Track 1: Playing the Harlot

Hosea 1:2-10
Psalm 85
Colossians 2:6-15, (16-19)
Luke 11:1-13

God commands Hosea to marry a “wife of whoredom [zenunim],” . This Hebrew term indicates illicit sexual behavior. Reading from Hosea:

When the Lord first spoke through Hosea, the Lord said to Hosea, “Go, take for yourself a wife of whoredom and have children of whoredom, for the land commits great whoredom by forsaking the Lord.” So he went and took Gomer daughter of Diblaim, and she conceived and bore him a son.   (Hosea 1:2-3)

This is the first of a series of expressions in Hosea where God puts himself in the place of a forsaken human lover. Israel had forsaken God by worshipping the false gods of their neighboring nations. Baal worship was one of them whereby the Israelites had to sacrifice their children for a prosperous harvest.

In our nation we may not actually worship Baal, though it has been reported that some of  our leaders do. Unwittingly, we may have been worshipping Baal by the horrendous number of abortions committed each year.

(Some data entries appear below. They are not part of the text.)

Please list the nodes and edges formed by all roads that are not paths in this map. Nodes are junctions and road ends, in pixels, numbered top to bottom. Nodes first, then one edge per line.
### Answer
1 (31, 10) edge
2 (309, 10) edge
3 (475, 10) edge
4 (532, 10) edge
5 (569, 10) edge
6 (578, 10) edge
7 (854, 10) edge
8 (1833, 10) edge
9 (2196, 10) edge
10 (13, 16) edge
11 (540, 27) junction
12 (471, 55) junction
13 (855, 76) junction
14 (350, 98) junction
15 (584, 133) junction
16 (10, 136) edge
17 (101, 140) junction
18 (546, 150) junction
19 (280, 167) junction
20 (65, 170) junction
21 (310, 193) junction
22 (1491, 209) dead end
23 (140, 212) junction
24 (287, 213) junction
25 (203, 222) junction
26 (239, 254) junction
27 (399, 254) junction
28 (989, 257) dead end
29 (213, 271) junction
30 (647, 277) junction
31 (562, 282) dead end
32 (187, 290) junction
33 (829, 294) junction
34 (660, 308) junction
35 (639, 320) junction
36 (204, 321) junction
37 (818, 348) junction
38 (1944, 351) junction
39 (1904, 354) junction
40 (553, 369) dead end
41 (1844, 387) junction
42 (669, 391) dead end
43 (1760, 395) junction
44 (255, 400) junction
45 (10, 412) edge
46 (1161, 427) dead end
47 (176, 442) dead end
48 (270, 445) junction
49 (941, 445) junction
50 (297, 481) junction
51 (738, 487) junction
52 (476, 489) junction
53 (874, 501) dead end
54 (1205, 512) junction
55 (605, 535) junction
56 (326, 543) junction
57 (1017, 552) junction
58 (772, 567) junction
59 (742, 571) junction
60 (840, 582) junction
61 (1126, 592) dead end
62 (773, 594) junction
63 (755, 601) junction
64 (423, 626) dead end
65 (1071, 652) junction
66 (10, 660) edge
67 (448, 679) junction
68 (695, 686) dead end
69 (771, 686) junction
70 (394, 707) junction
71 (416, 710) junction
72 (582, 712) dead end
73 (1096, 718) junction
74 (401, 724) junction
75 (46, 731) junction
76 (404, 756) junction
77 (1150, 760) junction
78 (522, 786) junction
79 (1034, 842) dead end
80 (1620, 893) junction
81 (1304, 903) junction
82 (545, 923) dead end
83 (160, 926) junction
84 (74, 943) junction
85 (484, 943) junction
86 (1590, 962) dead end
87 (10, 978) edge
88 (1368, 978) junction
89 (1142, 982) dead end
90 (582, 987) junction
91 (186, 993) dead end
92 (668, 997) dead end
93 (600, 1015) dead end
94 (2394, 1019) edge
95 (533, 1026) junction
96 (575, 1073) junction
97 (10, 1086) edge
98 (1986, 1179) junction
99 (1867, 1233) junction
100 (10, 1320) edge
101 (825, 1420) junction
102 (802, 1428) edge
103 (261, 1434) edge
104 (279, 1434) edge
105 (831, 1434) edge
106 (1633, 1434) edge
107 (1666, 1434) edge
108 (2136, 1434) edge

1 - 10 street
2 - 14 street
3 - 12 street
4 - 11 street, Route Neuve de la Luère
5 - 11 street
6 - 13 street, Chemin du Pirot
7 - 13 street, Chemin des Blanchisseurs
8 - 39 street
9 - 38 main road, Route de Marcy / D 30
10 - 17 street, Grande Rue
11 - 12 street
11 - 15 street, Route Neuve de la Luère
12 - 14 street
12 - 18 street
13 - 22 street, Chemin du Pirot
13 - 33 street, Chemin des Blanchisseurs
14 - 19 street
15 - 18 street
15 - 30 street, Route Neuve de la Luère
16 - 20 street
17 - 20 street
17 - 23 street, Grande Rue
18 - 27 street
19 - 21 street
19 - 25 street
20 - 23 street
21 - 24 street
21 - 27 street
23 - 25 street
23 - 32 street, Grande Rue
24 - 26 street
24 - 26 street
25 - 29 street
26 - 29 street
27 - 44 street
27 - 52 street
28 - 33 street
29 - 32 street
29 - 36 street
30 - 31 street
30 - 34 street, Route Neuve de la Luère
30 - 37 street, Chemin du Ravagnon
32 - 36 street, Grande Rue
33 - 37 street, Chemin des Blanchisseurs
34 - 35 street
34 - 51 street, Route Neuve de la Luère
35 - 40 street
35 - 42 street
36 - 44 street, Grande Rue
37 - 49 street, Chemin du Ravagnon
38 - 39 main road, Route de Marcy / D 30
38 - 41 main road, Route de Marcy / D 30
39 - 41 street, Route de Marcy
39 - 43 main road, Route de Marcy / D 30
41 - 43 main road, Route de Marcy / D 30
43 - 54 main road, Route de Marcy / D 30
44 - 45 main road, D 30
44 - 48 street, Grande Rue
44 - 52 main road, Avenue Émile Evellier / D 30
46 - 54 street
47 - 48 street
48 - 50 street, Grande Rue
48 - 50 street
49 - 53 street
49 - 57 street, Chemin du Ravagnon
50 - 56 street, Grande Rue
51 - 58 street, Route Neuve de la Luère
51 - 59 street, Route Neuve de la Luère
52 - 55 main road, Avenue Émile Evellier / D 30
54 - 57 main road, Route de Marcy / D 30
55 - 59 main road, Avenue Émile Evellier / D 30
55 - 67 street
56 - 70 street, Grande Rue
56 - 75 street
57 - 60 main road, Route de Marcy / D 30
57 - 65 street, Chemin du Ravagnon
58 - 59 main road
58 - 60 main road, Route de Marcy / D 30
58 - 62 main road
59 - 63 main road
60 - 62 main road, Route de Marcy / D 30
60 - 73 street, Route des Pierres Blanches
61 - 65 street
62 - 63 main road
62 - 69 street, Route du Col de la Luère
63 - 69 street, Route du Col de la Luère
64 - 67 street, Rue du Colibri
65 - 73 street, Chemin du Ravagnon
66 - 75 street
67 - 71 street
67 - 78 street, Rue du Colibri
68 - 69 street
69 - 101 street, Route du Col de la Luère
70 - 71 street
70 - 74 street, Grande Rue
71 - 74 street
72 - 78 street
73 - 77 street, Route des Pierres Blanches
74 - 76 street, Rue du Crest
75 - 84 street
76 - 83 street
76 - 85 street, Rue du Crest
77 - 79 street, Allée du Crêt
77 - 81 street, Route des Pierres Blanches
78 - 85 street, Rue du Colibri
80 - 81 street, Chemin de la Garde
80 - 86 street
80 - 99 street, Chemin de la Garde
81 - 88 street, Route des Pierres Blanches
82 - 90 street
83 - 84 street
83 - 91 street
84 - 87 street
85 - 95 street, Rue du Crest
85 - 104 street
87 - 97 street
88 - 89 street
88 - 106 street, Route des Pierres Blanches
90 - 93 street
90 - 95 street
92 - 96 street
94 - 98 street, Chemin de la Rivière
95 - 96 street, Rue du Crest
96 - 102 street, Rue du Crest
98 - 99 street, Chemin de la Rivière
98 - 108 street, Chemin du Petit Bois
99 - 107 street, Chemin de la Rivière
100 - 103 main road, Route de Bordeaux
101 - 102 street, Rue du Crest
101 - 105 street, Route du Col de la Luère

But let us discuss another from of worship. Do we get excited about big league sports and popular celebrities and entertainment that our church services? These are not necessarily bad, but can be major distractions. Who is in control of some these events? It should be easy to tell by some of the Super Bowl halftime shows. Then there is the ideology of some of the big time players of sports which is certainly not Godly or even patriotic.Are they being paid  to speak this nonsense?

How exiting and uplifting are our church services? Possibly not so much if God is locked out of our buttoned downed worship. God wants real worship. Jesus told the Samaritan woman at the well:

The hour is coming and is now here when the true worshipers will worship the Father in spirit and truth, for the Father seeks such as these to worship him. God is spirit, and those who worship him must worship in spirit and truth.   (John 4:23-24)

The psalmist wrote:

I will give thanks to you, O Lord, with my whole heart;
before the gods I will sing your praise.

I will bow down toward your holy temple
and praise your Name,
because of your love and faithfulness;

For you have glorified your Name
and your word above all things.   (Psalm 85:1-3)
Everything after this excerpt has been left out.